Introduction |
In this lecture we will continue our study of self-referential data structures
by examining graphs.
Like linked lists and trees, graphs contain nodes: these nodes are objects
instantiated from a class that contains instance variables that refer to
other nodes from this same class.
In some sense, graphs are very easy to specify because, unlike linked lists and
trees, there are no restrictions: any node can refer to any other node.
In fact, we can define a linear linked list as a restricted graph: all nodes have an in-degree and out-degree of 1 (except the first has an in-degree 0 and the last has out-degree of 0); trees can be similarly defined in terms of a restricted graph: an acyclic graph in which every modes has in-degree of 1 (except the first which has an in-degree of 0). Both cycles and in-dgree are technical terms defined below). Here is a picture of a DAG (directed acyclic graph) which is halfway between a tree (it has no cycles) and a graph (but it has a node with in-degree two: the common subexpression). |
  | We can use graphs to model very many real-world relationships.

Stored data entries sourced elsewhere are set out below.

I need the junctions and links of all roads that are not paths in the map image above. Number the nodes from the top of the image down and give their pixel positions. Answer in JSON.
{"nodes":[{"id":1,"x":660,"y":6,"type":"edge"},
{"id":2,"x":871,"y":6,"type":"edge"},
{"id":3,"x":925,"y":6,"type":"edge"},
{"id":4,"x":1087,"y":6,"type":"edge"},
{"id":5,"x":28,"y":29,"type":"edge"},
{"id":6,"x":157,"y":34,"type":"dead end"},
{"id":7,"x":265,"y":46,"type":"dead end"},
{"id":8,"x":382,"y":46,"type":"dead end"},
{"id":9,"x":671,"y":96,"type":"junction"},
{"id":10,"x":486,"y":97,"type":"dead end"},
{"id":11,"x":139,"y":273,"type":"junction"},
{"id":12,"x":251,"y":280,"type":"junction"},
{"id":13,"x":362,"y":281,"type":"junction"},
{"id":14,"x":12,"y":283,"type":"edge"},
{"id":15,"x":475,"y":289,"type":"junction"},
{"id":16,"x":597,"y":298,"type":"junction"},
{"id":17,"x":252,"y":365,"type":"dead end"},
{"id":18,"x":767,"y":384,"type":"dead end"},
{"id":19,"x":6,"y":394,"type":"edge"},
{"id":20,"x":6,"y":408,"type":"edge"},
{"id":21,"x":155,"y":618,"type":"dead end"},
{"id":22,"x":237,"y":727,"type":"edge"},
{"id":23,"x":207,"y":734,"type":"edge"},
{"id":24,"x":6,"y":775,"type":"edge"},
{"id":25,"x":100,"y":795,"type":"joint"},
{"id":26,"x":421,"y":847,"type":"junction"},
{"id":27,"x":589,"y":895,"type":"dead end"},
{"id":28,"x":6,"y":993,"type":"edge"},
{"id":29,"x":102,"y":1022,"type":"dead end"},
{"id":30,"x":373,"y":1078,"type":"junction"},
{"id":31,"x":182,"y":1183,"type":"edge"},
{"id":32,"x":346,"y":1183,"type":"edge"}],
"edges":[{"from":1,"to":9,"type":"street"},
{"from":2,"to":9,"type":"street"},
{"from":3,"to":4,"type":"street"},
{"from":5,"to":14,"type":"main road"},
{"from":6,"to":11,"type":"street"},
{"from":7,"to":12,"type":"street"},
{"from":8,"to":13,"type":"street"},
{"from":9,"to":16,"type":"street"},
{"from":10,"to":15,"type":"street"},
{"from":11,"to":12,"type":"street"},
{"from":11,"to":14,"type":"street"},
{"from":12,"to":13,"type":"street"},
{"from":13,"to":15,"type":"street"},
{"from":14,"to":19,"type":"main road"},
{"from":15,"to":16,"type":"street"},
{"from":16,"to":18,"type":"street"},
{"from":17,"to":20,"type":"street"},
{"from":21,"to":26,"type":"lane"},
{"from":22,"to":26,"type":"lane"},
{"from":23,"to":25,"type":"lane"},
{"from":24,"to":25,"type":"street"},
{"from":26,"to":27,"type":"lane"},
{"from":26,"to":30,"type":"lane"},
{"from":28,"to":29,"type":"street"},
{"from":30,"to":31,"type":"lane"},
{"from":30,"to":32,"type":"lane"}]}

Then, we can use standard graph algorithms to process the graph, producing answers to problems modeled via graphs. There are entire books written on graph algorithms. We will examine a few interesting graph algorithms (again concentrating on the algorithms themselves, not the methods that implement them) in this lecture and the next one. |
Terminology |
The mathematical theory of graphs was first developed by the famous
mathematician Leonard Euler in 1735.
It was motivated by a desire to solve the following problem (taken from the
web page
The Beginning of Topology,
which also contains Euler's solution to this problem).
|
  |
Euler proved that no such tour (now called an Euler path) was possible
(a similar problem is known as "The Traveling Salesman" problem, in which
the traveler must end up at the same place he started; it also involves
another criteria: minmizing the distance traveled)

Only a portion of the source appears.